NEWS SCAN: Penalties for tainted food, food risk communication resource, cilantro safety, dengue update

Apr 1, 2011

Senate committee supports stiffer penalties for food safety violations
The Senate Judiciary Committee yesterday unanimously supported a bill that would increase criminal penalties for those who knowingly expose the public to contaminated food, Food Safety News (FSN) reported today. The bill would authorize prison sentences of up to 10 years for any person or company that "knowingly endangers American lives by contaminating the food supply by distributing misbranded or tainted food products," said a news release from Sen. Patrick Leahy, D-Vt., committee chair and author of the bill. The measure, called the Food Safety Accountability Act, increases such offenses from a misdemeanor to a felony. Leahy said the federal Sentencing Commission has found that convictions for knowingly distributing tainted food usually don't lead to jail time. The FSN story said the committee approved Leahy's bill with little debate, but its prospects on the Senate floor are uncertain, given a crowded agenda currently dominated by a budget battle. Leahy had introduced the same bill in the previous Congress, and it was unanimously approved by his committee in September 2010, the senator said.
Apr 1 Food Safety News story
Mar 31 Leahy press release

Consortium launches online resource on food risk communication
An international consortium of government agencies and academic centers yesterday announced the launch of an initiative called the International Center of Excellence in Food Risk Communication (ICEFRC), with the stated aim of promoting "effective communication and informed decision-making about food risks from farm to fork." The group simultaneously launched its Web site,, which provides resources to help professionals and the public communicate about food safety, nutrition, and health, according to a press release. The ICEFRC's founding organizations include Food Standards Australia New Zealand; Health Canada; the Joint Institute for Food Safety and Applied Nutrition, a project of the US Food and Drug Administration and the University of Maryland; the Department of Homeland Security's National Center for Food Protection and Defense, based at the University of Minnesota; the US Department of Agriculture; and the International Food Information Council (IFIC) Foundation, a nonprofit, nonpartisan educational organization that draws funding from government grants, food companies, associations, and individuals.
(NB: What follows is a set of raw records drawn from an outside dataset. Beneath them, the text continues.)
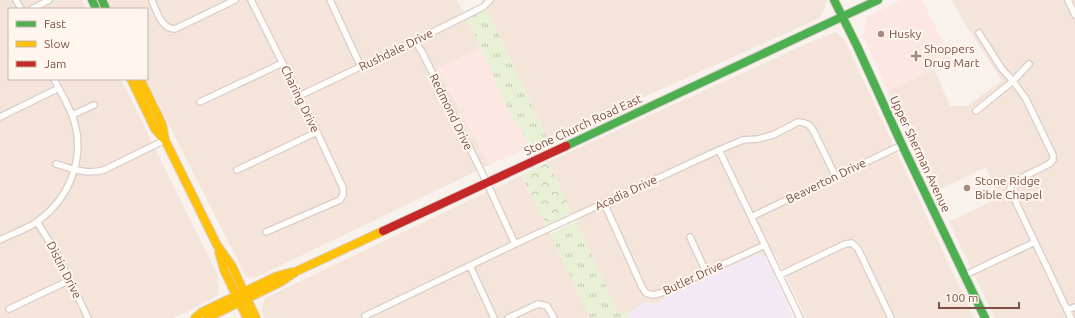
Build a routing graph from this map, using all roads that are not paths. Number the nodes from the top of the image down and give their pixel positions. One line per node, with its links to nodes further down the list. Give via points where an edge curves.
1 (49, 0): 10 (street)
2 (235, 0): 9 (street, via 175,29 170,29 162,23)
3 (251, 0): 15 (street, Charing Drive)
4 (331, 0): 17 (street)
5 (490, 0): 14 (street, Rushdale Drive, via 483,7)
6 (834, 0): 12 (main road, Upper Sherman Avenue)
7 (878, 0): 12 (main road, Stone Church Road East)
8 (1068, 0): 11 (street)
9 (152, 1)
10 (34, 8)
11 (1075, 15)
12 (842, 17): 31 (main road, Upper Sherman Avenue); 37 (main road, Stone Church Road East)
13 (980, 33): 21 (street)
14 (415, 41): 17 (street, Rushdale Drive); 37 (street, Redmond Drive)
15 (282, 63): 23 (street, Charing Drive); 24 (street)
16 (1029, 64): 21 (street)
17 (361, 67): 23 (street, Rushdale Drive)
18 (55, 80): 22 (street)
19 (131, 80): 30 (main road, via 155,128)
20 (140, 80): 30 (main road, via 162,124)
21 (1012, 81): 26 (street); 44 (street, via 1026,99 1053,154 1053,160 1049,164 1013,182 1010,188)
22 (59, 88): 27 (street); 28 (street)
23 (299, 96): 29 (street, Charing Drive)
24 (200, 102)
25 (94, 105): 27 (street)
26 (976, 111)
27 (72, 115): 34 (street, via 78,145)
28 (0, 116)
29 (317, 132): 35 (street); 41 (street, Charing Drive, via 343,188 343,195 340,200)
30 (165, 140): 34 (street, via 104,170 94,173); 52 (main road, via 217,245 232,266)
31 (902, 145): 36 (street, Beaverton Drive); 50 (main road, Upper Sherman Avenue)
32 (719, 150): 36 (street, Acadia Drive, via 743,140 773,135 798,122 804,123 813,130); 38 (street, Acadia Drive); 39 (street)
33 (56, 164): 34 (street)
34 (75, 169): 40 (street, via 69,186 56,205)
35 (237, 170)
36 (836, 176): 39 (street, Beaverton Drive)
37 (487, 183): 45 (street, Redmond Drive); 52 (main road, Stone Church Road East, via 297,271 277,276)
38 (604, 203): 45 (street, Acadia Drive); 48 (street, Butler Drive, via 646,293 661,293)
39 (751, 217): 46 (street)
40 (37, 222): 42 (street); 51 (street, Distin Drive)
41 (266, 232)
42 (1, 237)
43 (690, 237): 48 (street)
44 (1035, 242): 50 (street); 55 (street)
45 (515, 244): 47 (street, Acadia Drive)
46 (765, 245): 48 (street, Butler Drive); 49 (street)
47 (470, 266): 56 (street, Acadia Drive); 62 (street)
48 (706, 272)
49 (780, 275): 65 (street); 66 (street, via 852,243 858,249)
50 (965, 275): 67 (main road, Upper Sherman Avenue)
51 (70, 280): 54 (street); 57 (street, Distin Drive)
52 (241, 297): 58 (main road, Stone Church Road East, via 202,312); 59 (main road, Stone Church Road East); 60 (main road); 61 (main road)
53 (1075, 306): 55 (street)
54 (9, 309)
55 (1067, 310): 68 (street)
56 (364, 317)
57 (88, 318)
58 (194, 318)
59 (206, 318)
60 (247, 318)
61 (256, 318)
62 (494, 318)
63 (508, 318): 64 (street, via 538,304 547,306)
64 (554, 318)
65 (800, 318)
66 (891, 318)
67 (985, 318)
68 (1071, 318)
The IFIC Foundation, based in Washington, DC, serves as primary facilitator of the ICEFRC and manages its Web site.
Mar 31 ICEFRC press release
ICEFRC homepage

FDA raises concerns in letter to cilantro industry
Food safety officials at the US Food and Drug Administration (FDA) said today that the agency sent a letter to cilantro growers, packagers, and distributors, raising concerns about patterns the agency has seen in its ongoing sampling of fresh cilantro. In a guidance letter from Dr Michael Landa, acting director of the FDA's Center for Food Safety and Applied Nutrition, the FDA said since 2004 it has confirmed Salmonella species in 28 samples of fresh cilantro that was in or about to enter commerce from both domestic and imported sources. It warned about the potentially fatal complications of Salmonella infections, especially in children, older people, and those with immune system compromise. The FDA emphasized that cilantro is typically consumed raw, making steps to minimize contamination all the more crucial. As it has done for other commodity segments that have raised foodborne illness concerns in the past, such as leafy greens and tomatoes, the FDA advised the cilantro industry to review its current operations, assess hazards that are unique to producing cilantro, and develop specific control strategies to reduce the contamination risk. The FDA also offered its technical assistance to the industry.
March FDA guidance letter for cilantro firms

Dengue activity pressures Paraguay hospitals
Paraguay's health ministry has ordered the suspension of elective surgeries at hospitals to help the country's medical system cope with a surge of dengue infections, which has sickened 13,000 people this year and led to 18 deaths, the Associated Press (AP) reported on Mar 30. Deputy health minister Edgar Gimenez said the health system hopes to hire 2,000 more doctors and nurses to assist with the epidemic response, according to the AP. The number of 2011 dengue deaths has already surpassed 2007 levels, when 17 deaths were reported. In 2010, 15 deaths were reported, but in 2008 and 2009 no deaths from the disease were reported.
Mar 30 AP story
In other dengue developments, Hawaii's health department has received reports of 12 more possible dengue fever cases, the Honolulu-based Star-Advertiser reported yesterday. Earlier this week the Hawaii Department of Health (HDH) announced that two earlier cases had been confirmed, along with two other suspected cases. All four are Oahu residents. A spokeswoman for the HDH told the Star that it is awaiting test results from the US Centers for Disease Control and Prevention (CDC) on the two earlier cases and the 12 new ones. The recently reported dengue cases are Hawaii's first locally acquired dengue cases since 2001, when the virus resurfaced after 56 years and led to an epidemic that included 122 confirmed cases on three islands.